The problem in the written situation is not with Mexico but with the "gay-friendly travel agency." The gay mecca for Mexico is Puerto Vallarta and I say Mexico City too. Mexico is very gay friendly, that is why I moved here from conservative Dallas, Texas.
Karen Ocamb needs to get to know other GLBT Latino writers to be better informed and to have a more balanced Fontiers IN LA.
I know people who now vacation in Thailand who were thrown in jail in Puerto Vallarta. The police began a crackdown at the behest of the Christan right (read Bush Administration) in the United States. Drug and gang violence took care of the rest of the gay trade. I am talking about *groups* of friends who used to vacation there who now elect to go elsewhere for sun and sand.
Why can't a LGBT blogger/person/website begin and keep updated a list of businesses - especially travel - that are documented to be ANTI-LGBT, or non-LGBT friendly?
This is not meant to be a boycott; but, merely one way to make sure we don't spend our dollars in a way that hurts our population.
Surely, this would not be a case of libel or slander, as there would be personal testimony.

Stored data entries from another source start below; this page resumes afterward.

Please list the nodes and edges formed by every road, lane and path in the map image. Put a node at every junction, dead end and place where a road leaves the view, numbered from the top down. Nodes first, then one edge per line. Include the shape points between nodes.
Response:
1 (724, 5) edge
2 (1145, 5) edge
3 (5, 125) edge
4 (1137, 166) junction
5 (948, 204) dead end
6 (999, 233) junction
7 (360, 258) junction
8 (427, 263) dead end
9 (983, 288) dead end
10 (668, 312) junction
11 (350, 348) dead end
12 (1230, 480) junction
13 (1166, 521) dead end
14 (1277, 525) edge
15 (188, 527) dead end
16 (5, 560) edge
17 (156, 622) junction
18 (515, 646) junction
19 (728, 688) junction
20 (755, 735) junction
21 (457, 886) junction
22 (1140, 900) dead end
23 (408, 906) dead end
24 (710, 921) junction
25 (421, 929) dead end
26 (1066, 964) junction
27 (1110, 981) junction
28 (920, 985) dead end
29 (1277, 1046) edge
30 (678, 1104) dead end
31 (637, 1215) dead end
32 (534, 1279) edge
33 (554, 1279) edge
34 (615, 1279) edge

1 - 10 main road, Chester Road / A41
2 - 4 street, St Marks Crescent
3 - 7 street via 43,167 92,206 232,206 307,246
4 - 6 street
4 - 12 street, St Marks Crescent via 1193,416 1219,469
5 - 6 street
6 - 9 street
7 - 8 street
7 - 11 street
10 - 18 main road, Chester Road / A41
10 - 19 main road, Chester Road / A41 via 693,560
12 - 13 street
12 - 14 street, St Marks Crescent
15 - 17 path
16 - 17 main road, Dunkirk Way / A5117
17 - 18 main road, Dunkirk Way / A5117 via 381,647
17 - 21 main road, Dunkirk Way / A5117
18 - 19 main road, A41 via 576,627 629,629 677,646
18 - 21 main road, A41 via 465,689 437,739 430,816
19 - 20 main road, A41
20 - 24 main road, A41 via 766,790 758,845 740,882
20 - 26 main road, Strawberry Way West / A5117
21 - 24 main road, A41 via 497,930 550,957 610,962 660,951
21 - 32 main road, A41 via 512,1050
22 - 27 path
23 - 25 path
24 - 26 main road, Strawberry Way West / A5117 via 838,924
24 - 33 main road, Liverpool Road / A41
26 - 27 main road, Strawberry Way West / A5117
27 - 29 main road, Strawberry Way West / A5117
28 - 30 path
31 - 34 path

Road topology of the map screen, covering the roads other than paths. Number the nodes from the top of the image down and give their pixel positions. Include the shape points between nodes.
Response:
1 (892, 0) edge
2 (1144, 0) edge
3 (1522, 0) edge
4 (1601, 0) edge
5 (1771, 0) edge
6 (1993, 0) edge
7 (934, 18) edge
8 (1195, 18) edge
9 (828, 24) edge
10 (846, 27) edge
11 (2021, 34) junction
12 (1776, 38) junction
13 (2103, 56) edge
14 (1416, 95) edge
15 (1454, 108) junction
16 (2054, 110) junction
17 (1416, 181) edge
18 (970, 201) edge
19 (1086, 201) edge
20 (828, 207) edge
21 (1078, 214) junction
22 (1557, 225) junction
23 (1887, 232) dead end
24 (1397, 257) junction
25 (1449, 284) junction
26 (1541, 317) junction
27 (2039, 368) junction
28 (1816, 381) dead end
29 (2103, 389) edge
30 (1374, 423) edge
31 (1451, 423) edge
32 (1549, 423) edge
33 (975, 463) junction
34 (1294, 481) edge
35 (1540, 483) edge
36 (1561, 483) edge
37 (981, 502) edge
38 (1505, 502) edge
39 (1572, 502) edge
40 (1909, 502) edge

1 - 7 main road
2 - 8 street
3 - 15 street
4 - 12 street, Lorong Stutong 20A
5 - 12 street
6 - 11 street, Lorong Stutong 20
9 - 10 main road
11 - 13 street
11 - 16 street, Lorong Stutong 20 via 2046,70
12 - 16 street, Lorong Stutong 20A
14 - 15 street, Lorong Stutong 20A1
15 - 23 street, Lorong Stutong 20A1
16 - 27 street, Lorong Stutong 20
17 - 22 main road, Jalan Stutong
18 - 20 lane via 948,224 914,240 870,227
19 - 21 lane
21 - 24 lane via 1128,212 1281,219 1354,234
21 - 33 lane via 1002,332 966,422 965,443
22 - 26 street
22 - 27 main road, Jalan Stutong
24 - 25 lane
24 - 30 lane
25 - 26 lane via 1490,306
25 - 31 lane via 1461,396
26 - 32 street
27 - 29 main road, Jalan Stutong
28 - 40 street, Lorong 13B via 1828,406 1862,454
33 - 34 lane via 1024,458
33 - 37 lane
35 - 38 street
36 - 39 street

Maybe one of our allies in the legal field can comment (Dr. Weiss - are you reading?)?
I hate to say this, but the macho culture of the hispanic nations is well known. This includes misogeny and homophobia. I will not visit these countries nor any muslim countries since their attitudes are not what I would consider hospitable. FUCK THEM THEY DON'T NEED OUR GAY DOLLARS.
I am sorry for what happened to you and your boyfriend. I live in Cancún and I know the Hotel, as a matter of fact, they are my clients. I think that you and your boyfriends were having the worst of Mexico, because we are normally OK with gay life styles.

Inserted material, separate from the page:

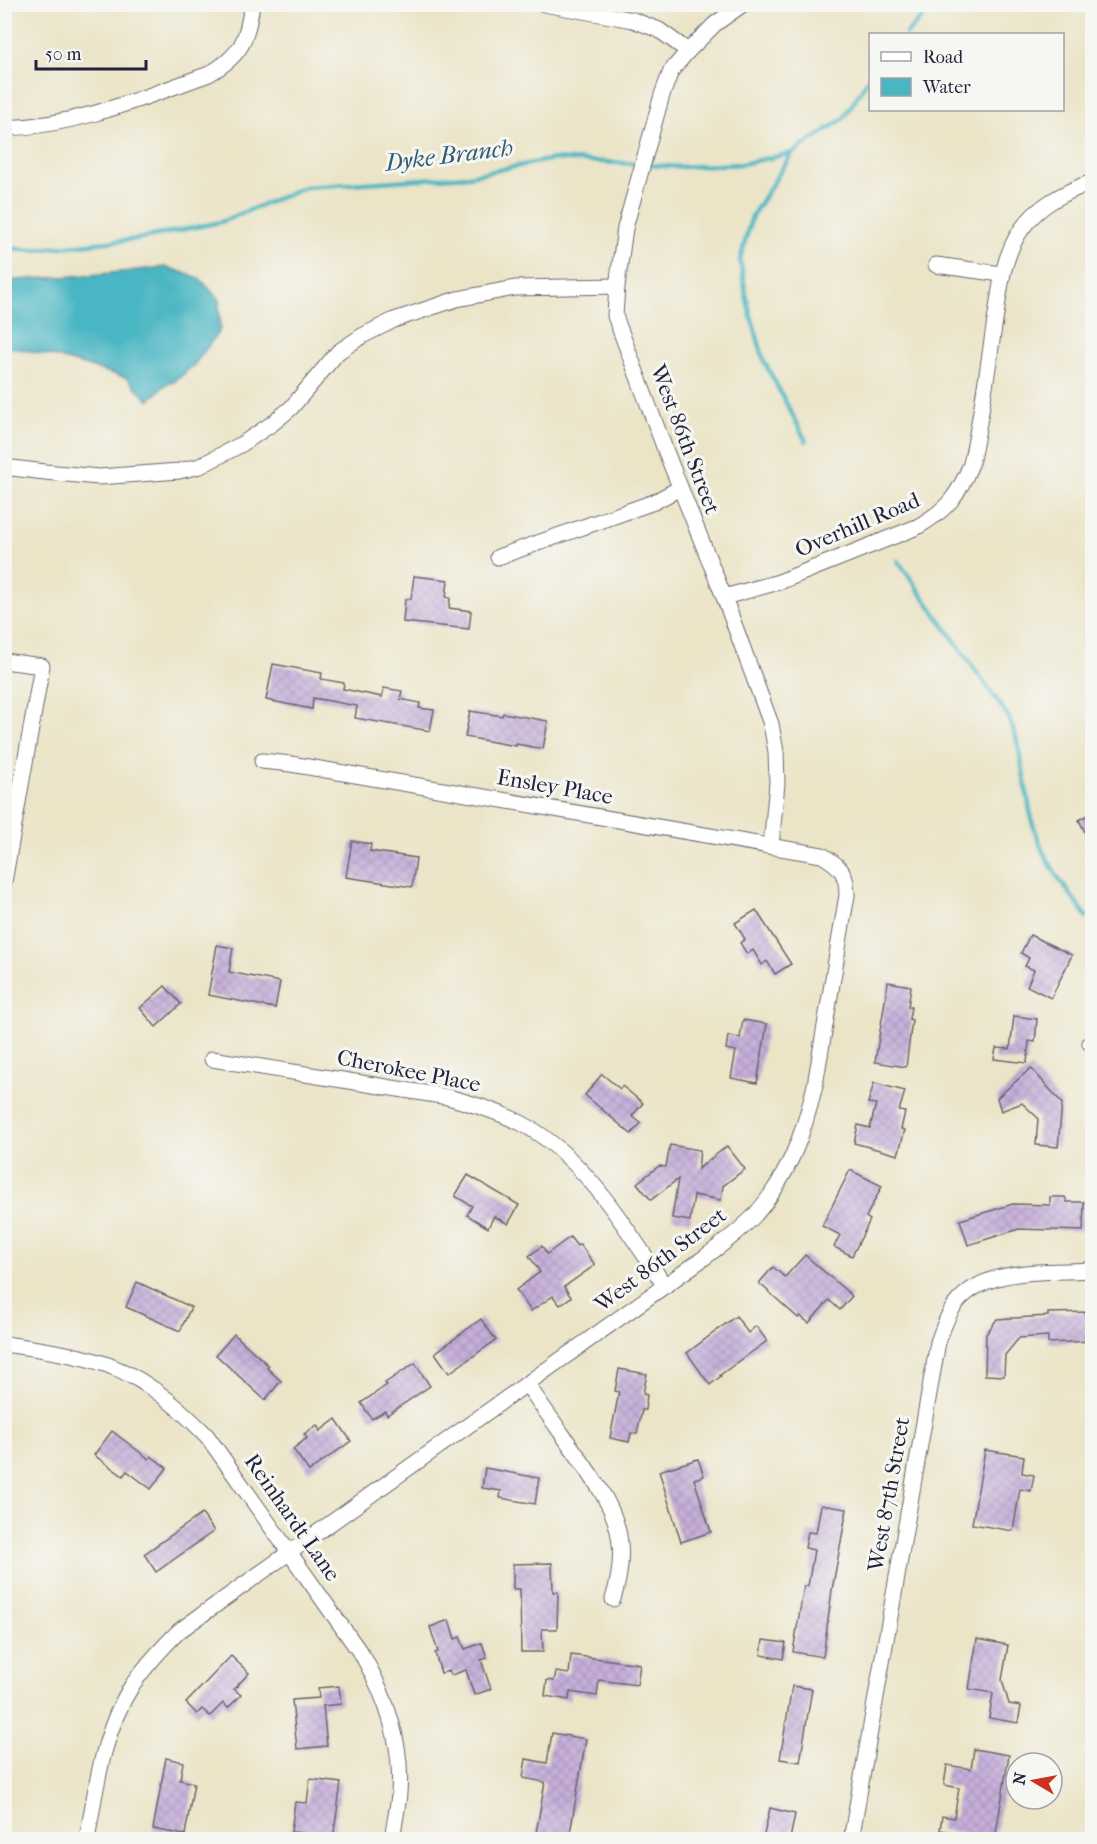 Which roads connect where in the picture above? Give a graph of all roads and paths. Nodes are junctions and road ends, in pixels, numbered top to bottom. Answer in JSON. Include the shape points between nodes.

That thing of not giving you the big bed because you are two men... wow, it is the first time I hear it... it looks like from another country, or like so 100 years ago...

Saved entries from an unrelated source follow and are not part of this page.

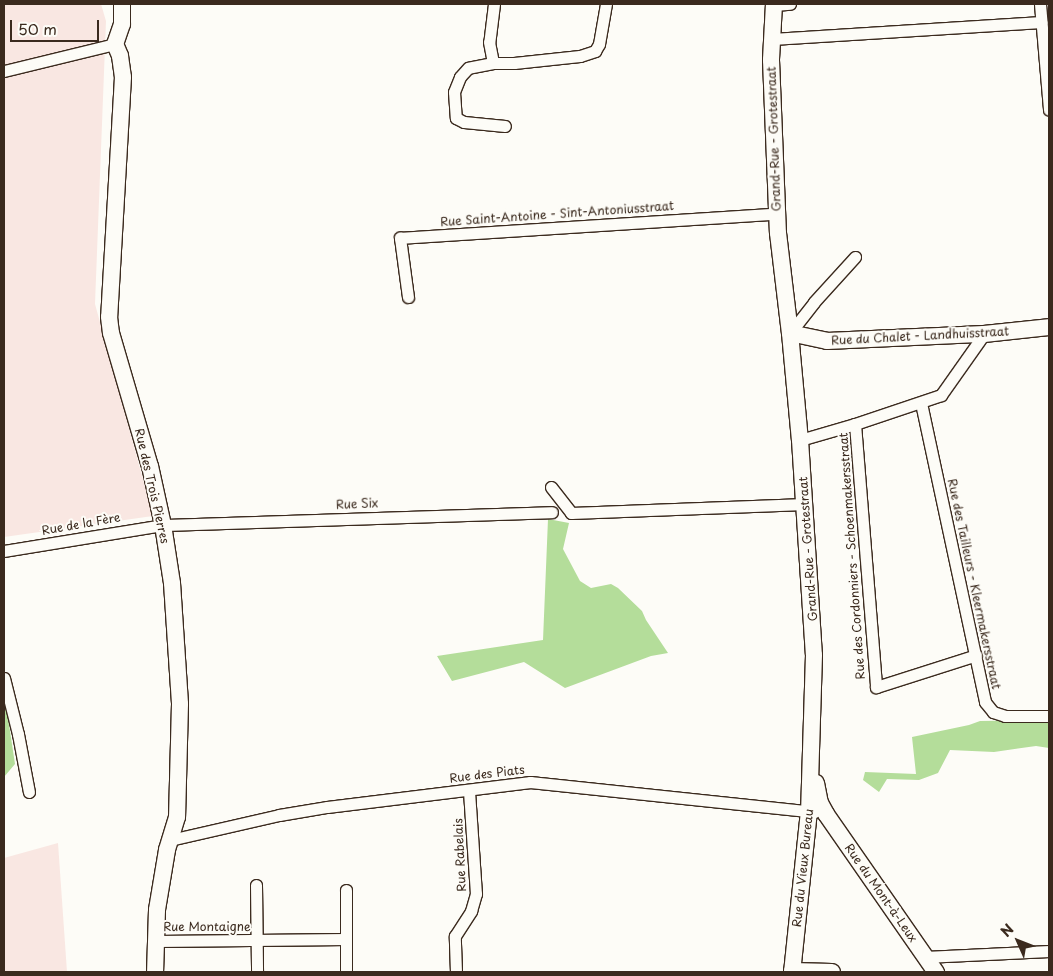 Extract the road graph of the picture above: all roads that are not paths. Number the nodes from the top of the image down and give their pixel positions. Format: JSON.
{"nodes":[{"id":1,"x":122,"y":4,"type":"edge"},
{"id":2,"x":494,"y":4,"type":"edge"},
{"id":3,"x":606,"y":4,"type":"edge"},
{"id":4,"x":779,"y":4,"type":"edge"},
{"id":5,"x":1040,"y":4,"type":"edge"},
{"id":6,"x":1041,"y":22,"type":"junction"},
{"id":7,"x":772,"y":39,"type":"junction"},
{"id":8,"x":115,"y":44,"type":"junction"},
{"id":9,"x":493,"y":63,"type":"junction"},
{"id":10,"x":4,"y":71,"type":"edge"},
{"id":11,"x":1049,"y":110,"type":"edge"},
{"id":12,"x":505,"y":126,"type":"dead end"},
{"id":13,"x":776,"y":214,"type":"junction"},
{"id":14,"x":855,"y":257,"type":"dead end"},
{"id":15,"x":408,"y":297,"type":"dead end"},
{"id":16,"x":1049,"y":327,"type":"edge"},
{"id":17,"x":790,"y":333,"type":"junction"},
{"id":18,"x":984,"y":334,"type":"junction"},
{"id":19,"x":921,"y":403,"type":"junction"},
{"id":20,"x":855,"y":424,"type":"junction"},
{"id":21,"x":800,"y":440,"type":"junction"},
{"id":22,"x":551,"y":487,"type":"dead end"},
{"id":23,"x":805,"y":504,"type":"junction"},
{"id":24,"x":552,"y":512,"type":"dead end"},
{"id":25,"x":164,"y":524,"type":"junction"},
{"id":26,"x":4,"y":551,"type":"edge"},
{"id":27,"x":976,"y":655,"type":"junction"},
{"id":28,"x":4,"y":678,"type":"edge"},
{"id":29,"x":1049,"y":716,"type":"edge"},
{"id":30,"x":812,"y":764,"type":"junction"},
{"id":31,"x":470,"y":790,"type":"junction"},
{"id":32,"x":29,"y":792,"type":"dead end"},
{"id":33,"x":809,"y":811,"type":"junction"},
{"id":34,"x":826,"y":814,"type":"junction"},
{"id":35,"x":170,"y":840,"type":"junction"},
{"id":36,"x":256,"y":885,"type":"dead end"},
{"id":37,"x":346,"y":890,"type":"dead end"},
{"id":38,"x":346,"y":939,"type":"junction"},
{"id":39,"x":257,"y":940,"type":"junction"},
{"id":40,"x":157,"y":941,"type":"junction"},
{"id":41,"x":1049,"y":951,"type":"edge"},
{"id":42,"x":925,"y":957,"type":"junction"},
{"id":43,"x":792,"y":971,"type":"edge"},
{"id":44,"x":155,"y":972,"type":"edge"},
{"id":45,"x":257,"y":972,"type":"edge"},
{"id":46,"x":346,"y":972,"type":"edge"},
{"id":47,"x":456,"y":972,"type":"edge"},
{"id":48,"x":832,"y":972,"type":"edge"},
{"id":49,"x":936,"y":972,"type":"edge"}],
"edges":[{"from":1,"to":8,"type":"main road"},
{"from":2,"to":9,"type":"street"},
{"from":3,"to":9,"type":"street"},
{"from":4,"to":7,"type":"main road","name":"Grand-Rue - Grotestraat"},
{"from":5,"to":6,"type":"street"},
{"from":6,"to":7,"type":"street"},
{"from":6,"to":11,"type":"street"},
{"from":7,"to":13,"type":"main road","name":"Grand-Rue - Grotestraat"},
{"from":8,"to":10,"type":"street"},
{"from":8,"to":25,"type":"main road","name":"Rue des Trois Pierres"},
{"from":9,"to":12,"type":"street"},
{"from":13,"to":15,"type":"street","name":"Rue Saint-Antoine - Sint-Antoniusstraat"},
{"from":13,"to":17,"type":"main road","name":"Grand-Rue - Grotestraat"},
{"from":14,"to":17,"type":"street"},
{"from":16,"to":18,"type":"main road","name":"Rue du Chalet - Landhuisstraat"},
{"from":17,"to":18,"type":"main road","name":"Rue du Chalet - Landhuisstraat"},
{"from":17,"to":21,"type":"main road","name":"Grand-Rue - Grotestraat"},
{"from":18,"to":19,"type":"street"},
{"from":19,"to":20,"type":"street"},
{"from":19,"to":27,"type":"street","name":"Rue des Tailleurs - Kleermakersstraat"},
{"from":20,"to":21,"type":"street"},
{"from":20,"to":27,"type":"street","name":"Rue des Cordonniers - Schoenmakersstraat"},
{"from":21,"to":23,"type":"main road","name":"Grand-Rue - Grotestraat"},
{"from":22,"to":23,"type":"street"},
{"from":23,"to":30,"type":"main road","name":"Grand-Rue - Grotestraat"},
{"from":24,"to":25,"type":"street","name":"Rue Six"},
{"from":25,"to":26,"type":"street","name":"Rue de la Fère"},
{"from":25,"to":35,"type":"main road","name":"Rue des Trois Pierres"},
{"from":27,"to":29,"type":"street","name":"Rue des Tailleurs - Kleermakersstraat"},
{"from":28,"to":32,"type":"street"},
{"from":30,"to":33,"type":"main road","name":"Rue du Vieux Bureau"},
{"from":30,"to":34,"type":"main road","name":"Rue du Mont-à-Leux"},
{"from":31,"to":33,"type":"street","name":"Rue des Piats"},
{"from":31,"to":35,"type":"street","name":"Rue des Piats"},
{"from":31,"to":47,"type":"street","name":"Rue Rabelais"},
{"from":33,"to":34,"type":"street"},
{"from":33,"to":43,"type":"main road","name":"Rue du Vieux Bureau"},
{"from":34,"to":42,"type":"main road","name":"Rue du Mont-à-Leux"},
{"from":35,"to":40,"type":"main road","name":"Rue des Trois Pierres"},
{"from":36,"to":39,"type":"street","name":"Rue Montaigne"},
{"from":37,"to":38,"type":"street"},
{"from":38,"to":39,"type":"street","name":"Rue Montaigne"},
{"from":38,"to":46,"type":"street"},
{"from":39,"to":40,"type":"street","name":"Rue Montaigne"},
{"from":39,"to":45,"type":"street","name":"Rue Montaigne"},
{"from":40,"to":44,"type":"main road","name":"Rue des Trois Pierres"},
{"from":41,"to":42,"type":"street"},
{"from":42,"to":49,"type":"main road","name":"Rue du Mont-à-Leux"},
{"from":43,"to":48,"type":"main road"}]}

I recommend you to go to Puerto Vallarta, you will be much, much better. Cancun is not so gay. Here we do not have even a good choice of gay night clubs.
And to finish this letter, I believe you should work with your thoughts, if you have the slightest feelings that somebody is not going to treat you well, it will happen.
And please, try not to generalize people, I believe that Americans are respectful and that is what I have. Some people believe that getting an American Visa is so difficult but guess what? For me is the easiest visa I ever got.
Receive my best regards and have a long, happy and succesfull relationship with your boyfriend.
Pepe
First and foremost to Matt and Eric, I have a big hug for you both.
For the record, I am trans and I am lesbian. My experiences during transition included verbal and physical assault, constant ostracism, and multiple occasions of vandalism to my car at work so I totally get it. I realized I now had a better understanding of the discrimination blacks spoke of but something occurred to me. Discussing this with a black acquaintance, she agreed. There is a fork in the road and we make a choice. Some take such experiences and allow it to so penetrate their soul that the rest of their lives are filled with anger, sadness, hate, and sometimes a sense of self-righteousness. The other fork in that road is a path of introspection to be more tolerant, compassionate and finding a better ability to forgive, realizing we can use the experience to elevate our own attitude and behavior. Having been judged, how dare I judge others as I have been judged? What brought those who would be so full of angst to where they are and, in their place, would I have fared better?
We need not apologize for who we are and certainly do not deserve to experience being maliciously chastised even by “our own”. For the most part, I believe one changes when circumstances so affect him/her that awakening within forces one to take another look. I have only compassion for those, even here, who feel the need (for some reason I can’t fathom) to be aggressive and judge.
Certainly, many of our comments can be more civil and constructive!